I have enormous sympathy for those engaged in the vital task of ensuring that as the world population continues to increase unsustainably, and travel becomes easier, antibiotics retain their ability to overcome disease.  It must be incredibly frustrating to witness the fact that, as has been pointed out by many authorities, antibiotics have too often simply acted as a substitute for basic hygiene, or as it would seem, as a way of placating a patient who has a viral infection or who actually needs little more than patience to allow a minor bacterial infection to resolve itself.

The global nature of the antimicrobial resistance problem also raises another critical issue. Alarmingly, I am told that in too many parts of the world, it is an uphill struggle to implement effective regulation of antibiotics. This can be harmful for local populations which often do not have access to appropriate life-saving drugs and medical advice when they are needed, but who can often purchase and use a wide range of unregulated antibiotics for humans or animals, without even knowing if the drugs are appropriate for their condition.
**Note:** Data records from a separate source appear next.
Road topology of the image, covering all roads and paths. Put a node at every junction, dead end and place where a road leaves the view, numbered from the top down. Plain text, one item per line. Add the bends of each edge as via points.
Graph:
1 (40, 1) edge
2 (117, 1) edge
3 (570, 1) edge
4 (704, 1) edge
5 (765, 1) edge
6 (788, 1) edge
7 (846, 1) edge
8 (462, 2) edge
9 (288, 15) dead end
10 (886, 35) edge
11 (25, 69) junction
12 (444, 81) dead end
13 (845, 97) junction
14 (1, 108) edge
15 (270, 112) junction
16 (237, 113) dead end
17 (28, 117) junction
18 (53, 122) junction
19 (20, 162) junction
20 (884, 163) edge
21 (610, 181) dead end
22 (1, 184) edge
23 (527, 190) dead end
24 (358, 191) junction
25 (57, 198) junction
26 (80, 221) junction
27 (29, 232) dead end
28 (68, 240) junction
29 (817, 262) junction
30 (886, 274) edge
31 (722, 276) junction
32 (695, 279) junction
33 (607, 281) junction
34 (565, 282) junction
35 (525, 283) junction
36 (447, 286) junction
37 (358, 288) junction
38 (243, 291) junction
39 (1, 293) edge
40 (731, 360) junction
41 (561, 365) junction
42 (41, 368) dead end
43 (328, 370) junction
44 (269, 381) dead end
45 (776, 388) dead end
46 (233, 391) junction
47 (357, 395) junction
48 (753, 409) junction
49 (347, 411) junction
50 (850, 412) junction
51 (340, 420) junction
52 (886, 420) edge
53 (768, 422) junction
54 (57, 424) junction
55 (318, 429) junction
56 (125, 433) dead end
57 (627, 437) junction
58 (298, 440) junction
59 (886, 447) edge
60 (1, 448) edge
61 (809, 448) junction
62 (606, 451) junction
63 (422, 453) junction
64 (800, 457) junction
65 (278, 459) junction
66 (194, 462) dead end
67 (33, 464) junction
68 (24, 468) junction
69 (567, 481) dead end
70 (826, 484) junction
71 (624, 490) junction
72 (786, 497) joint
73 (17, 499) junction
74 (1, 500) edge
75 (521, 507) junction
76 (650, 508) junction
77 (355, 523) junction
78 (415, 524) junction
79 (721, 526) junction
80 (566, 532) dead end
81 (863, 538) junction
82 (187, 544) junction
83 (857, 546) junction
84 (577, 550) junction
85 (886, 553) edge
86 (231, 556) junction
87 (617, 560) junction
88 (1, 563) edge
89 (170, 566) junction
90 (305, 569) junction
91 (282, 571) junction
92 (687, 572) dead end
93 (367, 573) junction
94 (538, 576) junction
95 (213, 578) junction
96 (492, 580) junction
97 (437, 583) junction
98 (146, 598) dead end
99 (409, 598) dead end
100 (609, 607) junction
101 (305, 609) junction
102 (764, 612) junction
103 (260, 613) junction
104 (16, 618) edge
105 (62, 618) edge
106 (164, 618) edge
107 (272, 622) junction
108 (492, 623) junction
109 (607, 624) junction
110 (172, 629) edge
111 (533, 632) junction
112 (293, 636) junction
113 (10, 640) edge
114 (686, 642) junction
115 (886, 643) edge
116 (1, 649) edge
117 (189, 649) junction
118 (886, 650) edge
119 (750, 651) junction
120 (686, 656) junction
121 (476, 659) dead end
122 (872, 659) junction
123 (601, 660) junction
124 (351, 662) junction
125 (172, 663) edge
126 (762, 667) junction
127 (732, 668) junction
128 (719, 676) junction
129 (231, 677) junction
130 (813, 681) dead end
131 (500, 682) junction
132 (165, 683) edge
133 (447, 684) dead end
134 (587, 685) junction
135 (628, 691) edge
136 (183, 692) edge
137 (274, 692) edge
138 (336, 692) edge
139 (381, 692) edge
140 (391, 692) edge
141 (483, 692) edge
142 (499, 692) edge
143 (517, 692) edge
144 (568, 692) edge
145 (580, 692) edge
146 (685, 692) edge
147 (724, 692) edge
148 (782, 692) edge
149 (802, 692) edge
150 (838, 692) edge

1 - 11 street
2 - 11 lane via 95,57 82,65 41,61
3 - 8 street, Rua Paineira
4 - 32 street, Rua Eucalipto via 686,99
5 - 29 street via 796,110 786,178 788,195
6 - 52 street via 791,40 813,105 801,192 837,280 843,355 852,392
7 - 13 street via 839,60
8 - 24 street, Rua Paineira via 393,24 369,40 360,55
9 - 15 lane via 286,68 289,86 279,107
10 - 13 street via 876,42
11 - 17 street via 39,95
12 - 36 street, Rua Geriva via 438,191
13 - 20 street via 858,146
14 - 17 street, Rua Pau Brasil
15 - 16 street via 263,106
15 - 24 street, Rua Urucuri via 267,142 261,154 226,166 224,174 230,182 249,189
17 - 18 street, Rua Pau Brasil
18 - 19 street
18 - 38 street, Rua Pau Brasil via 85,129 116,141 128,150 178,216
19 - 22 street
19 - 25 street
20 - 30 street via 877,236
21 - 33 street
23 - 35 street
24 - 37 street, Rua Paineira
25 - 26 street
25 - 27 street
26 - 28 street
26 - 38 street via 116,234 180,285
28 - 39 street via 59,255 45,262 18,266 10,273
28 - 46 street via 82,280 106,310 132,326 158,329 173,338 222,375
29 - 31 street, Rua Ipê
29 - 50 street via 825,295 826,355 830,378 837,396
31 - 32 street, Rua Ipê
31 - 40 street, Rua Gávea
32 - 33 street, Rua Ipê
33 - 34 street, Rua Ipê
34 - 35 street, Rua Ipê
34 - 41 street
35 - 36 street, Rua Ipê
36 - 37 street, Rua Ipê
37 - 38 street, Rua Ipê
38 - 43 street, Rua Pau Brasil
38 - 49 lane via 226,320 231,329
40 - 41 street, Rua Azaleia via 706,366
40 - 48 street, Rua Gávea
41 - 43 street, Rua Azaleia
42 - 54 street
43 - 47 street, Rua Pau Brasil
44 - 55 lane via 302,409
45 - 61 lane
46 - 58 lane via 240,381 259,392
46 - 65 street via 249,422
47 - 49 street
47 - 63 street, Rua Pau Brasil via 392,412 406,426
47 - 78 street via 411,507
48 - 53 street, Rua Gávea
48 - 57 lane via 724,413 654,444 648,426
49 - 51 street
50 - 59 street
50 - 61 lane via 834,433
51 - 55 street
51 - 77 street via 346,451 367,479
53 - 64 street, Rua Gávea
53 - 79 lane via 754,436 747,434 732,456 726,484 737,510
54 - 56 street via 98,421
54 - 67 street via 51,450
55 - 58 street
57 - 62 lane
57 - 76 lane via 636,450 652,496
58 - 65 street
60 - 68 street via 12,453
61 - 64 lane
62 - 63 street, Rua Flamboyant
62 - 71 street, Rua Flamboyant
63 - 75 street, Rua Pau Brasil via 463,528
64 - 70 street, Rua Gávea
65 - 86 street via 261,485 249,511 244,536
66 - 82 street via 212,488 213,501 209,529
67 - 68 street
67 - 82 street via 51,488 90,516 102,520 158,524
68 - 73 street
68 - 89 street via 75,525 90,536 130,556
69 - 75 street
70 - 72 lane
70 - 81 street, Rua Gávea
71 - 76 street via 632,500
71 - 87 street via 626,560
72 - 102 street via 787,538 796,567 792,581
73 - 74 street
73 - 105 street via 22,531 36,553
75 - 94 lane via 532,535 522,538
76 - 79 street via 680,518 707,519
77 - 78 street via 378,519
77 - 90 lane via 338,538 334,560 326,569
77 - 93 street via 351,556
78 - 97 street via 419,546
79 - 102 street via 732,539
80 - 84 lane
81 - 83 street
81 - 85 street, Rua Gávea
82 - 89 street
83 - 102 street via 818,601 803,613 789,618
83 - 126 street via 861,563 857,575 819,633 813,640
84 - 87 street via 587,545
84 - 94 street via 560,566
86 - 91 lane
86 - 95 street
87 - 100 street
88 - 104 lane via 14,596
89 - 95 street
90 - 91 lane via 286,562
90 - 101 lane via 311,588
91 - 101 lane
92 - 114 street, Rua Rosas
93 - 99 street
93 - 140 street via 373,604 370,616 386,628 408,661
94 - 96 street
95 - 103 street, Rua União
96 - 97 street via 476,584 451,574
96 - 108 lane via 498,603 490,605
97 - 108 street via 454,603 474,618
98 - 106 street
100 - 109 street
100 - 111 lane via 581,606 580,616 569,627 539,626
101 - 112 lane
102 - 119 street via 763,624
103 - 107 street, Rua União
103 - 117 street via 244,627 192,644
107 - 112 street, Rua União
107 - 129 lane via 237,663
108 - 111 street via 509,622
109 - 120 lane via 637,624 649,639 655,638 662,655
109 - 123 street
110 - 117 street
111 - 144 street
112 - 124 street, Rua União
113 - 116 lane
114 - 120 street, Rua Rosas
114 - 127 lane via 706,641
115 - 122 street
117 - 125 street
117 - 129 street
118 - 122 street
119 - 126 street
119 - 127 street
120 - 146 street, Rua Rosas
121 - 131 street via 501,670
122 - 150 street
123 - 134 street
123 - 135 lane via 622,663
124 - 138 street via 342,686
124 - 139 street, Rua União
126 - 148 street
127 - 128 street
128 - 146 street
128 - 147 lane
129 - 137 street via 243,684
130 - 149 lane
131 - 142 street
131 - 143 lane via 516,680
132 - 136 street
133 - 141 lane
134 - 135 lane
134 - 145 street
Such situations create the ideal environment for the development and spread of new forms of resistance.  So, Ladies and Gentlemen, I sincerely hope that your deliberations will focus in part, at least, on how this situation can be improved.
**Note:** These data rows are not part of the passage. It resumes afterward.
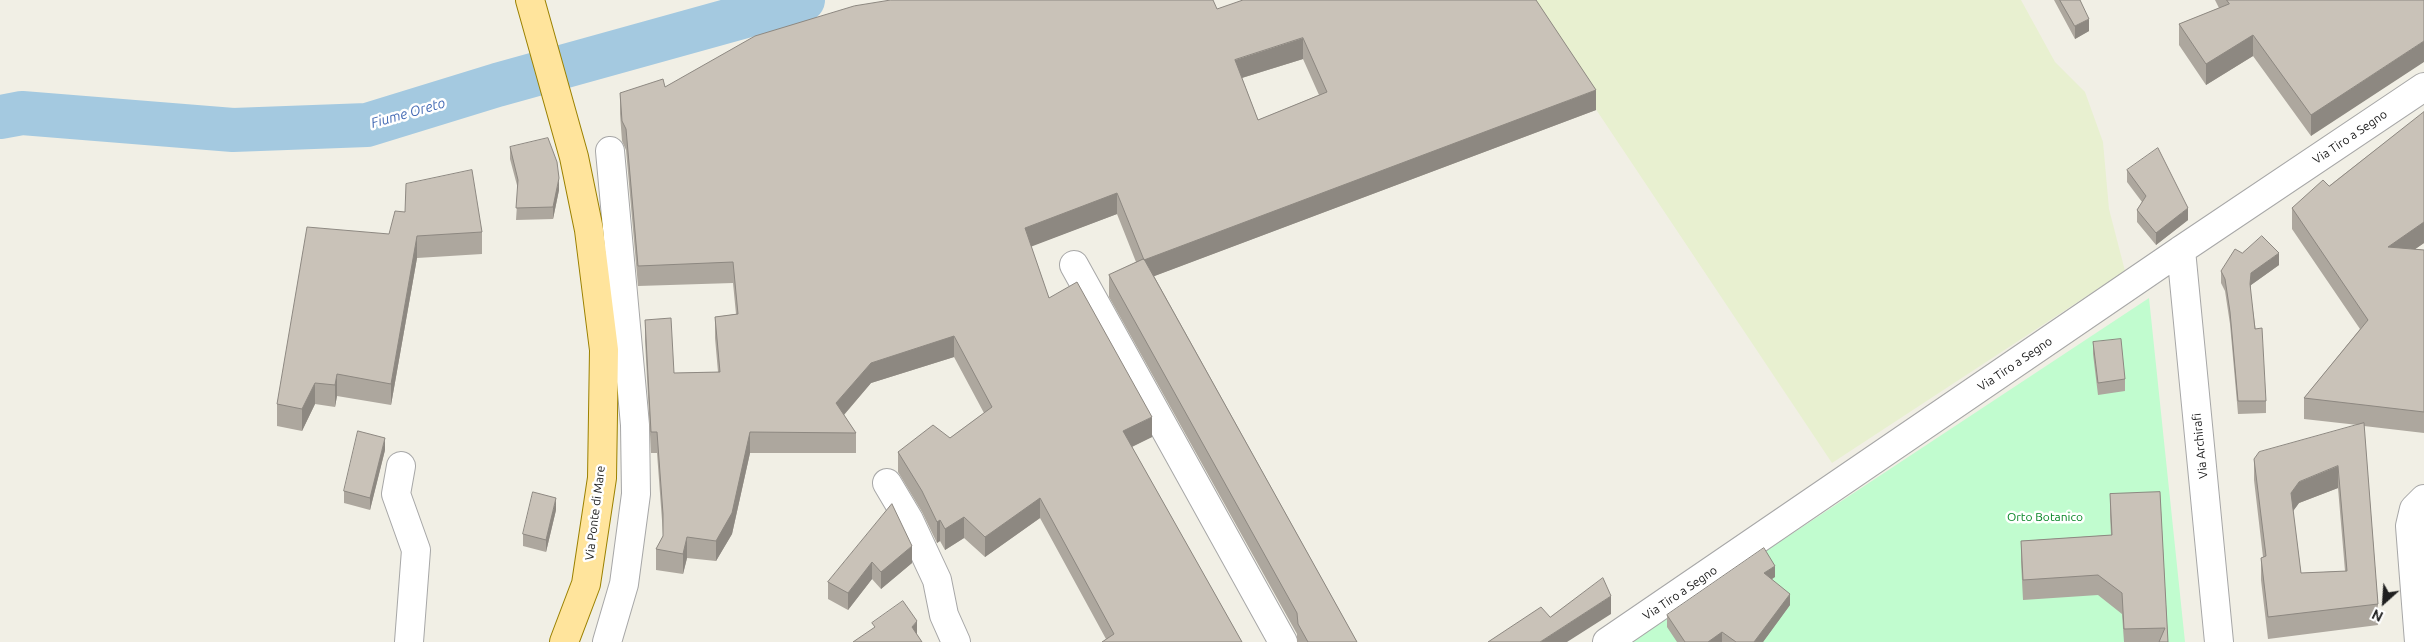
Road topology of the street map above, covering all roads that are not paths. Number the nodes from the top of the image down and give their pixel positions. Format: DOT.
graph roads {
  1 [pos="530,0"];
  2 [pos="2424,88"];
  3 [pos="610,151"];
  4 [pos="2181,250"];
  5 [pos="1074,265"];
  6 [pos="401,466"];
  7 [pos="887,483"];
  8 [pos="2424,499"];
  9 [pos="409,642"];
  10 [pos="564,642"];
  11 [pos="607,642"];
  12 [pos="956,642"];
  13 [pos="1283,642"];
  14 [pos="1606,642"];
  15 [pos="2219,642"];
  16 [pos="2419,642"];
  1 -- 10 [label="main road, Via Ponte di Mare"];
  2 -- 4 [label="street, Via Tiro a Segno"];
  3 -- 11 [label="street"];
  4 -- 14 [label="street, Via Tiro a Segno"];
  4 -- 15 [label="street, Via Archirafi"];
  5 -- 13 [label="street"];
  6 -- 9 [label="street"];
  7 -- 12 [label="street"];
  8 -- 16 [label="street"];
}
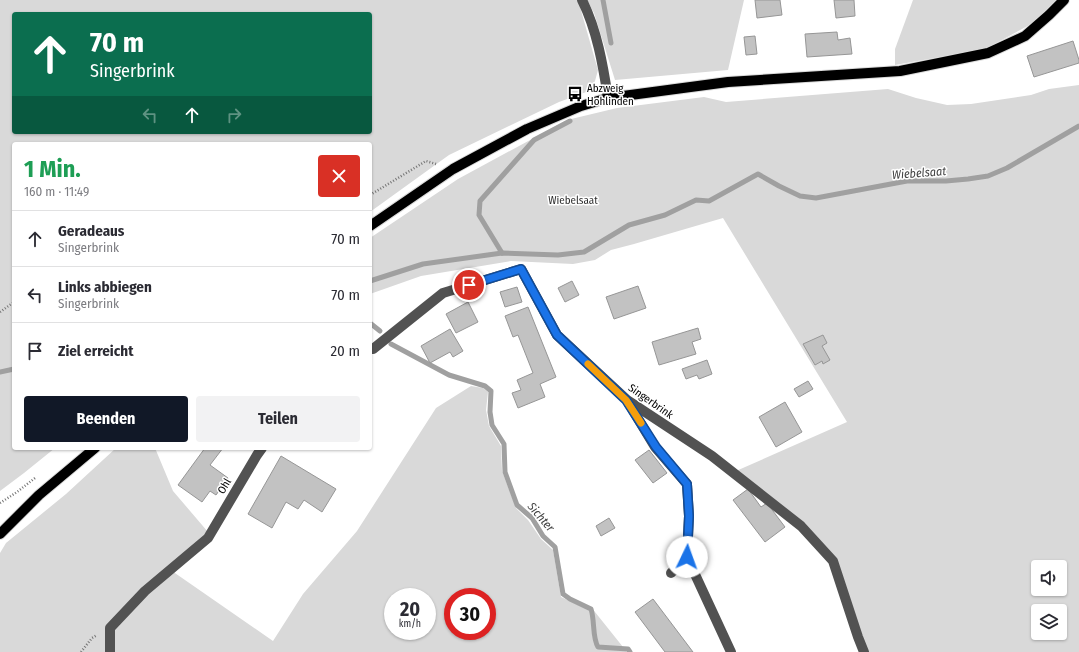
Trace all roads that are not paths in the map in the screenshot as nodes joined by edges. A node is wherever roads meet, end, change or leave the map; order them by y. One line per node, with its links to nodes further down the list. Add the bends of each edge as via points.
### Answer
1 (582, 0): 3 (street, via 590,15)
2 (1064, 0): 3 (main road, via 1025,36 988,53 900,71 728,82)
3 (608, 98): 4 (main road, via 581,106 527,129 453,169)
4 (372, 225)
5 (372, 348): 6 (street, Singerbrink, via 443,293 521,269 557,335)
6 (626, 400): 10 (street, via 656,447 687,484); 14 (street, Singerbrink, via 712,456 801,526 833,561)
7 (93, 450): 9 (main road, via 39,495)
8 (260, 450): 12 (street, Ohl, via 208,538 145,591 110,628)
9 (0, 534)
10 (687, 557): 11 (street); 13 (street)
11 (672, 573)
12 (110, 652)
13 (731, 652)
14 (864, 652)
And given the potentially disastrous scenario we face, I find it difficult to understand how we can continue to allow most of the antibiotics in farming, many of which are also used in human medicine, to be administered to healthy animals.  This practice could, as some have pointed out, be described as a cheap form of insurance.  Could we not devise more effective systems where we reserve antibiotics for treating animals where the use is fully justified by the seriousness of the illness?  Would we, I wonder, advise adding antibiotics to our own food or water on a daily basis, just in case we became ill?
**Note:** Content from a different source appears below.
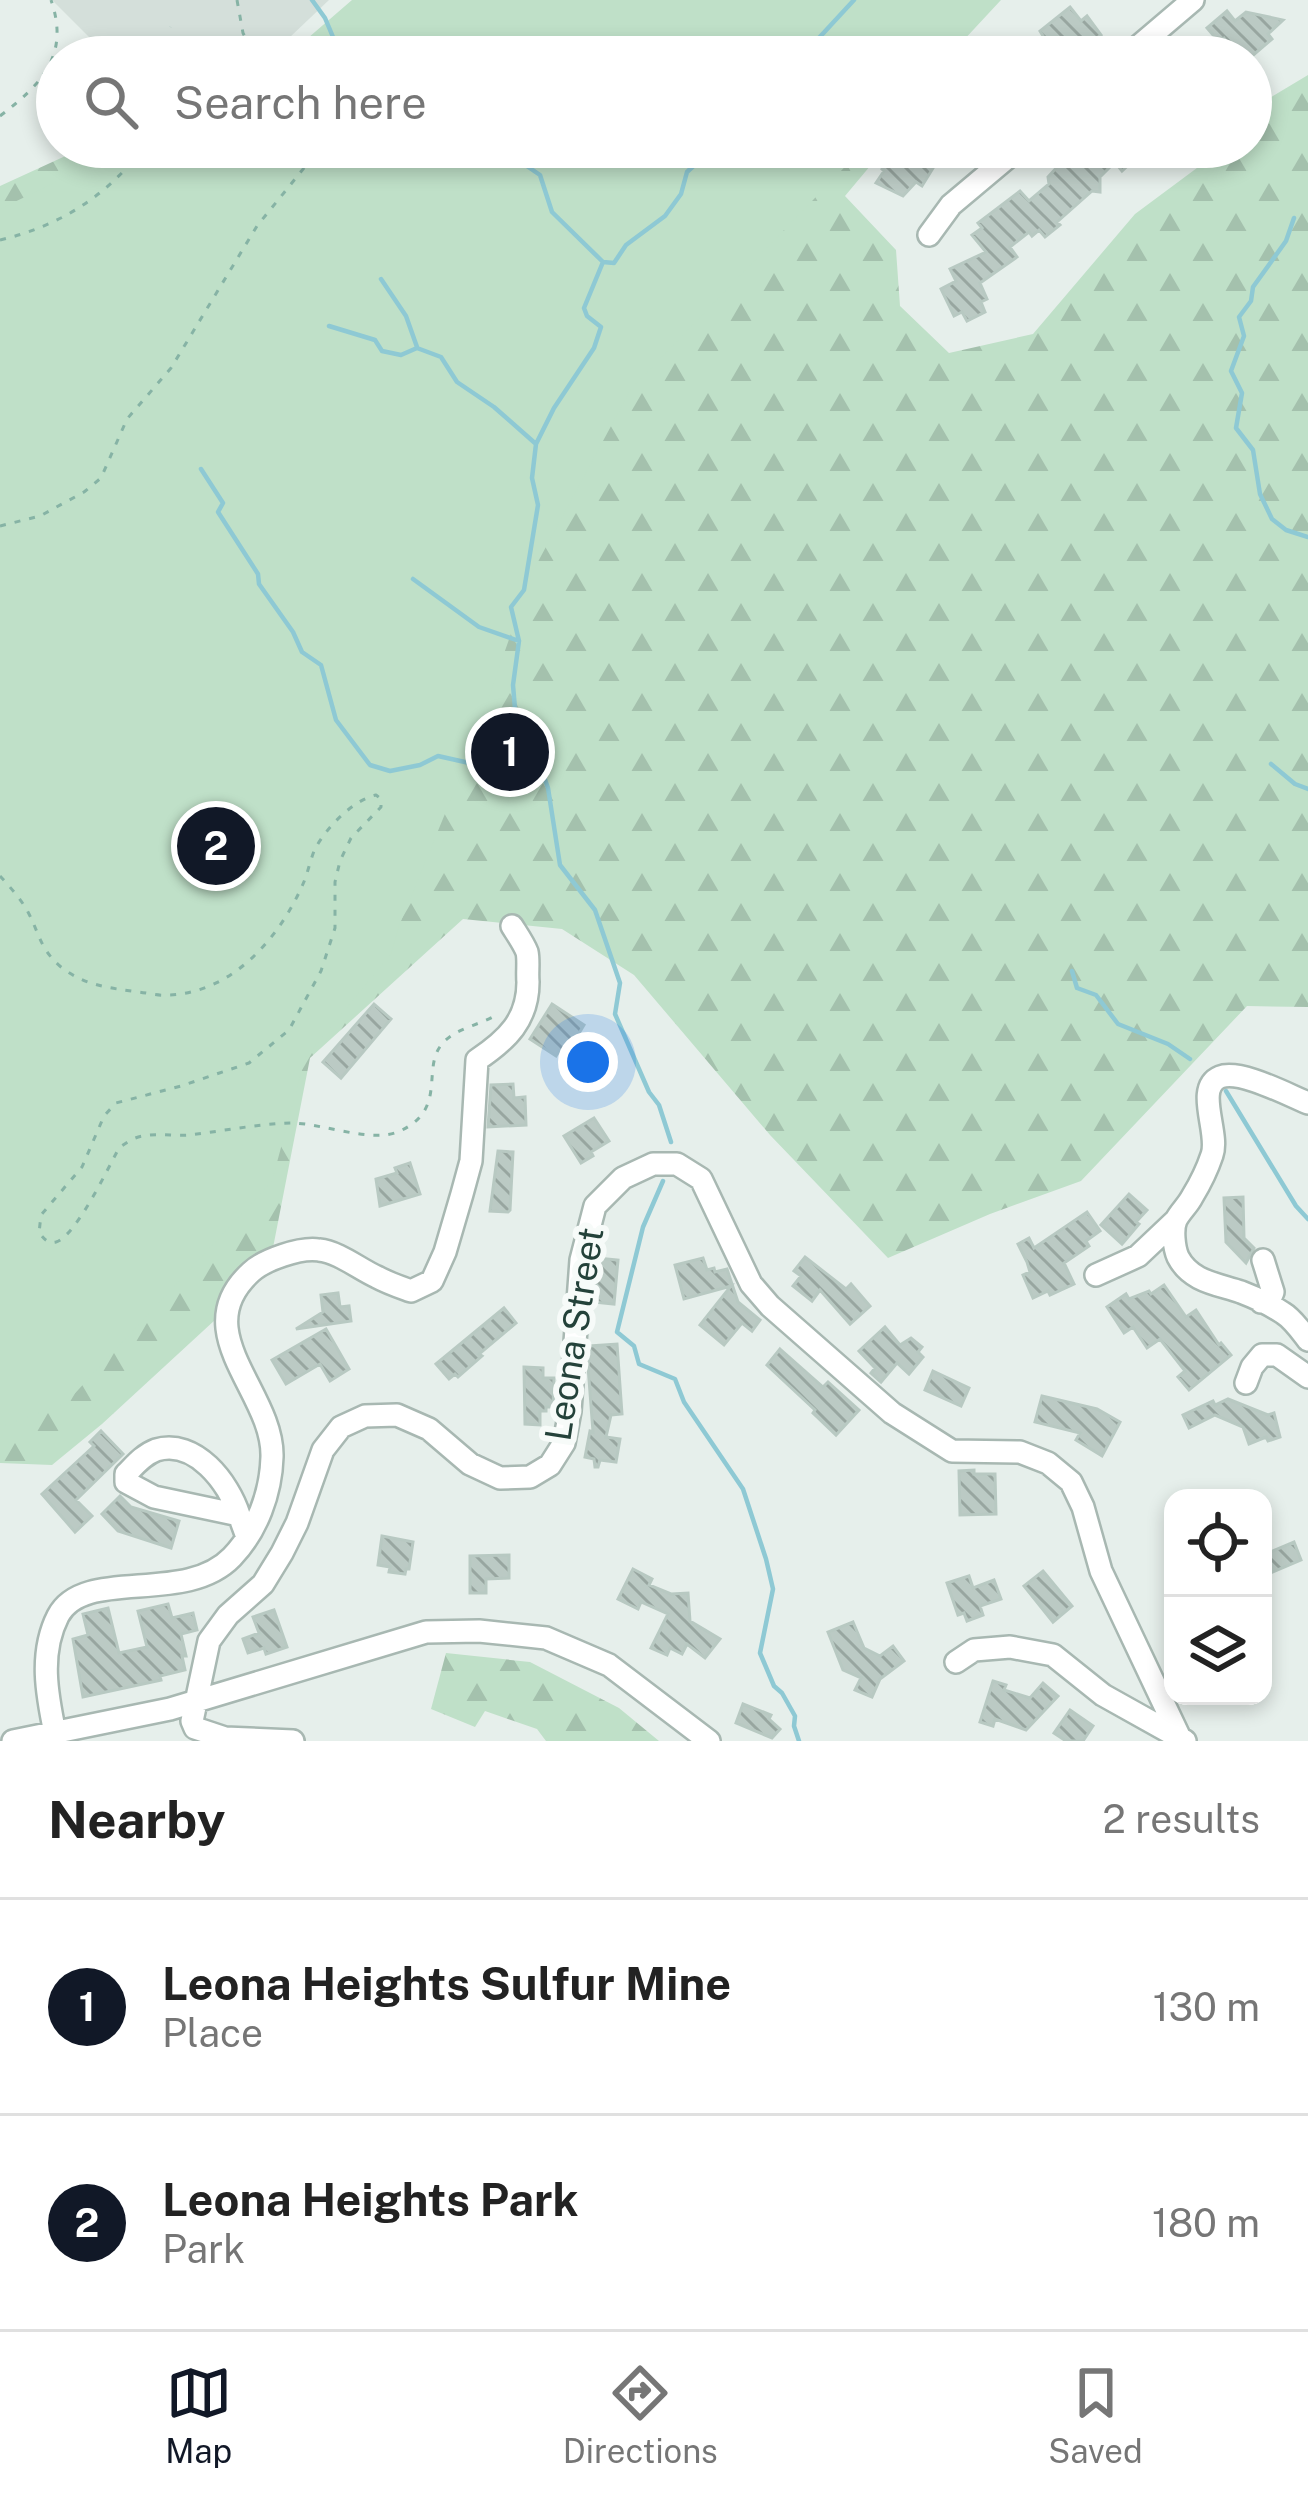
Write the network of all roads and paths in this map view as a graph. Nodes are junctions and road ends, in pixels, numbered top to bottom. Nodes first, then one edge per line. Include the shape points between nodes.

Now as someone with a particular interest in farming myself, and in my own very modest way, I have endeavoured to follow systems of animal husbandry and arable management which try wherever possible to go with the grain of Nature and thereby avoid dependency on antibiotics, on pesticides and other forms of chemical intervention.  Over the years – in numerous speeches, I fear! – I have tried to draw attention to these issues by stressing, for instance, that “sustainable farming does not rely upon artificial fertilizers and growth-promoters, nor the prophylactic use of antibiotics.  Sustainable farming is, instead, an approach where antibiotics are used on animals to treat illnesses, not deployed in blanket-like doses in a bid to prevent them.”  And as I said to the B.M.A.'s Millennium Festival of Medicine back in 2000 –“The lesson here, I suspect, is that with each new advance, medicine and the society it aims to serve need to become constantly better at understanding fully, coming to terms with and managing any unforeseen consequences – before it is ever too late.  But, as I said, that may be too tall an order…!”

All this, of course, is something I have been trying to encourage to take root as a more sustainable approach; one which firstly builds up the inherent health of our food production systems so we rely rather less on curative interventions such as antibiotics – the judicious use of which is so vital to continue to safeguard the health of future generations – and, secondly, which restores the health of our soil, and thus its greatly enhanced capacity to produce healthy food and to store carbon through the replenishment of soil organic matter.

Ladies and Gentlemen, you are engaged on an urgent and absolutely vital task and your deliberations today will affect the lives of hundreds of millions, if not billions, of people in the years to come.  I pray, for everybody's sakes, that you are successful.